Including a new generation? Using qualitative longitudinal methods to understand disabled people's lives in the 21st century

The social inclusion of disabled people is an issue of current social importance for politicians, policy makers, employers and educators.

The aim of the research is to inform these public debates by explaining how recent changes in social attitudes, policies and practices affect the life choices of a new generation of disabled people and the lives they lead.

Its particular emphasis is on change over time. The research uses qualitative longitudinal methods to actively involve three generational cohorts of disabled people: people born in the 1940s, 1960s and 1980s.

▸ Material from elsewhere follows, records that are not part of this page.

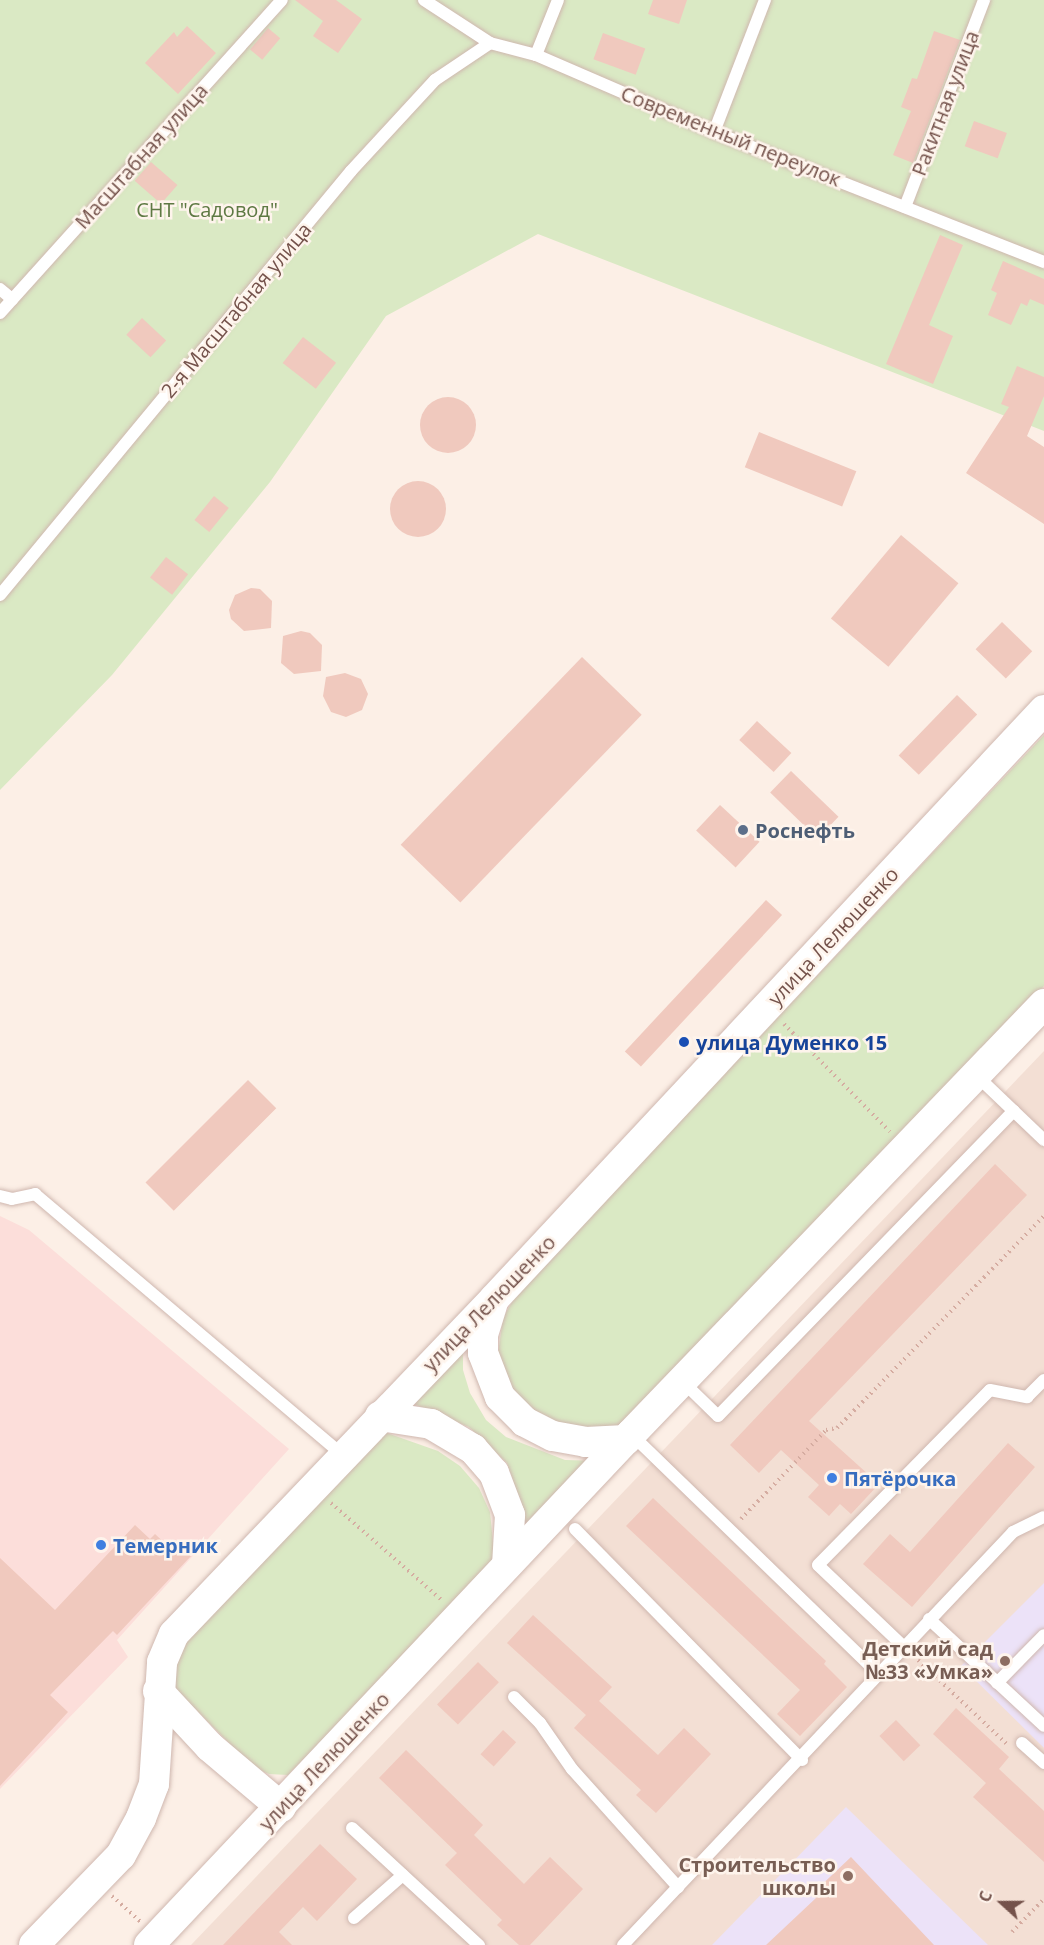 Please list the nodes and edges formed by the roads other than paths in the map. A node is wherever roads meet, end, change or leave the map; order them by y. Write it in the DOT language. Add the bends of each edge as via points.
graph roads {
  1 [pos="282,0"];
  2 [pos="424,0"];
  3 [pos="558,0"];
  4 [pos="765,0"];
  5 [pos="984,0"];
  6 [pos="490,43"];
  7 [pos="537,56"];
  8 [pos="714,132"];
  9 [pos="905,207"];
  10 [pos="1044,262"];
  11 [pos="0,289"];
  12 [pos="12,299"];
  13 [pos="0,312"];
  14 [pos="0,595"];
  15 [pos="1044,710"];
  16 [pos="1044,1004"];
  17 [pos="976,1075"];
  18 [pos="1014,1112"];
  19 [pos="1044,1140"];
  20 [pos="0,1196"];
  21 [pos="494,1299"];
  22 [pos="1044,1380"];
  23 [pos="682,1381"];
  24 [pos="380,1416"];
  25 [pos="628,1437"];
  26 [pos="343,1455"];
  27 [pos="1044,1517"];
  28 [pos="575,1529"];
  29 [pos="507,1565"];
  30 [pos="929,1619"];
  31 [pos="1044,1635"];
  32 [pos="903,1646"];
  33 [pos="879,1674"];
  34 [pos="997,1683"];
  35 [pos="158,1691"];
  36 [pos="514,1697"];
  37 [pos="1044,1726"];
  38 [pos="1022,1743"];
  39 [pos="802,1760"];
  40 [pos="1044,1763"];
  41 [pos="281,1807"];
  42 [pos="352,1828"];
  43 [pos="403,1875"];
  44 [pos="678,1887"];
  45 [pos="354,1918"];
  46 [pos="154,1941"];
  47 [pos="34,1945"];
  48 [pos="479,1945"];
  49 [pos="623,1945"];
  1 -- 12 [label="lane, Масштабная улица"];
  2 -- 6 [label="lane, Современный переулок"];
  3 -- 7 [label="lane"];
  4 -- 8 [label="lane"];
  5 -- 9 [label="lane, Ракитная улица"];
  6 -- 7 [label="lane, Современный переулок"];
  6 -- 14 [label="lane, 2-я Масштабная улица" via="435,80 351,171"];
  7 -- 8 [label="lane, Современный переулок"];
  8 -- 9 [label="lane, Современный переулок"];
  9 -- 10 [label="lane, Современный переулок"];
  11 -- 12 [label="lane"];
  12 -- 13 [label="lane, Масштабная улица"];
  15 -- 21 [label="street, улица Лелюшенко"];
  16 -- 17 [label="street, улица Лелюшенко"];
  17 -- 18 [label="lane"];
  17 -- 23 [label="street, улица Лелюшенко"];
  18 -- 19 [label="lane"];
  18 -- 23 [label="lane" via="718,1416"];
  20 -- 26 [label="lane" via="12,1199 35,1194"];
  21 -- 24 [label="street, улица Лелюшенко"];
  21 -- 25 [label="street" via="483,1334 483,1353 500,1397 525,1422 553,1436 586,1442"];
  22 -- 32 [label="lane" via="1028,1397 990,1390 818,1565"];
  23 -- 25 [label="street, улица Лелюшенко"];
  24 -- 26 [label="street, улица Лелюшенко"];
  24 -- 29 [label="street" via="431,1424 473,1449 494,1473 510,1515"];
  25 -- 29 [label="street, улица Лелюшенко"];
  25 -- 33 [label="lane"];
  26 -- 35 [label="street, улица Лелюшенко" via="174,1634 162,1662"];
  27 -- 30 [label="lane" via="1013,1532"];
  28 -- 39 [label="lane"];
  29 -- 41 [label="street, улица Лелюшенко"];
  30 -- 32 [label="lane"];
  30 -- 34 [label="lane"];
  31 -- 34 [label="lane"];
  32 -- 33 [label="lane"];
  33 -- 39 [label="lane"];
  34 -- 37 [label="lane"];
  35 -- 41 [label="street" via="210,1747"];
  35 -- 47 [label="street, улица Лелюшенко" via="154,1784 121,1855"];
  36 -- 44 [label="lane" via="540,1723 572,1769"];
  38 -- 40 [label="lane"];
  39 -- 44 [label="lane"];
  41 -- 46 [label="street, улица Лелюшенко"];
  42 -- 43 [label="lane"];
  43 -- 45 [label="lane"];
  43 -- 48 [label="lane"];
  44 -- 49 [label="lane"];
} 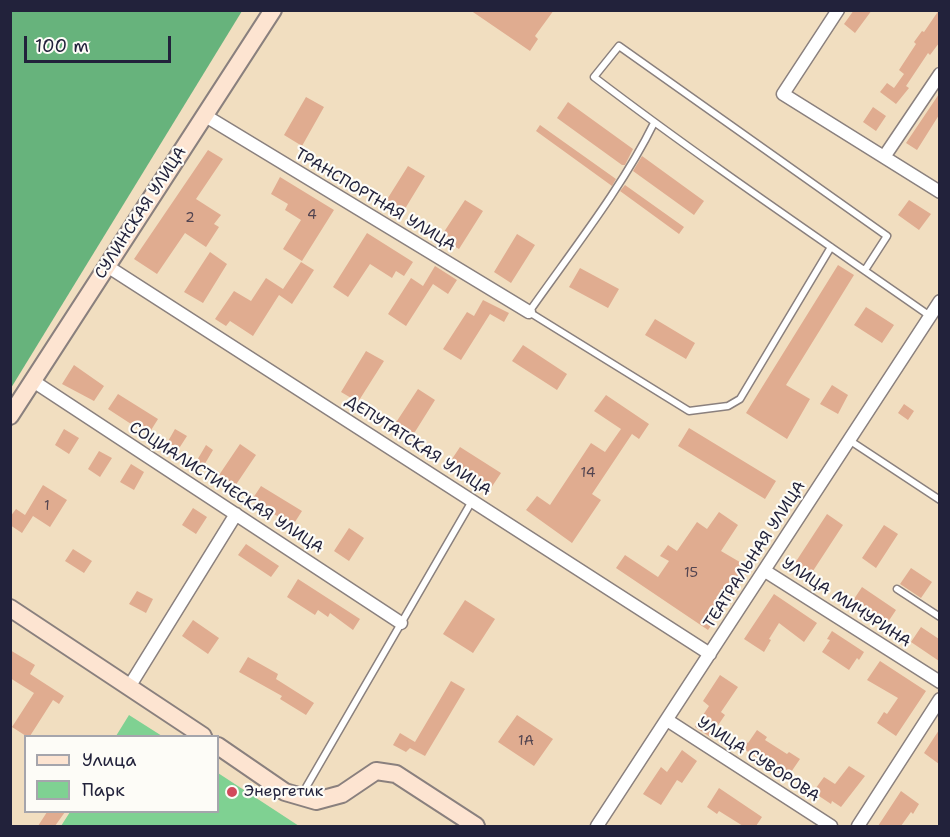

There is a particular focus on the youngest of these cohorts, who are the first generation of disabled people in Britain to reach adulthood in an era of non-discrimination legislation. Their experiences, and life choices, will be compared with those of their non-disabled peers, and with the biographical accounts of previous generational cohorts.

Our analysis will link these generational experiences to time lines of social and political change affecting disabled people in Britain. The research will build on the partner's theoretical work, and there will be close links with the newly-established ESRC Methods Node and 'Timescapes' projects at the host institution.

For further details, please visit The Centre for Disability Studies: including a new generation?

Project Publications

This project is now completed and the findings published in the book Disability and Social Change: private lives and public policies, by Sonali Shah and Mark Priestley.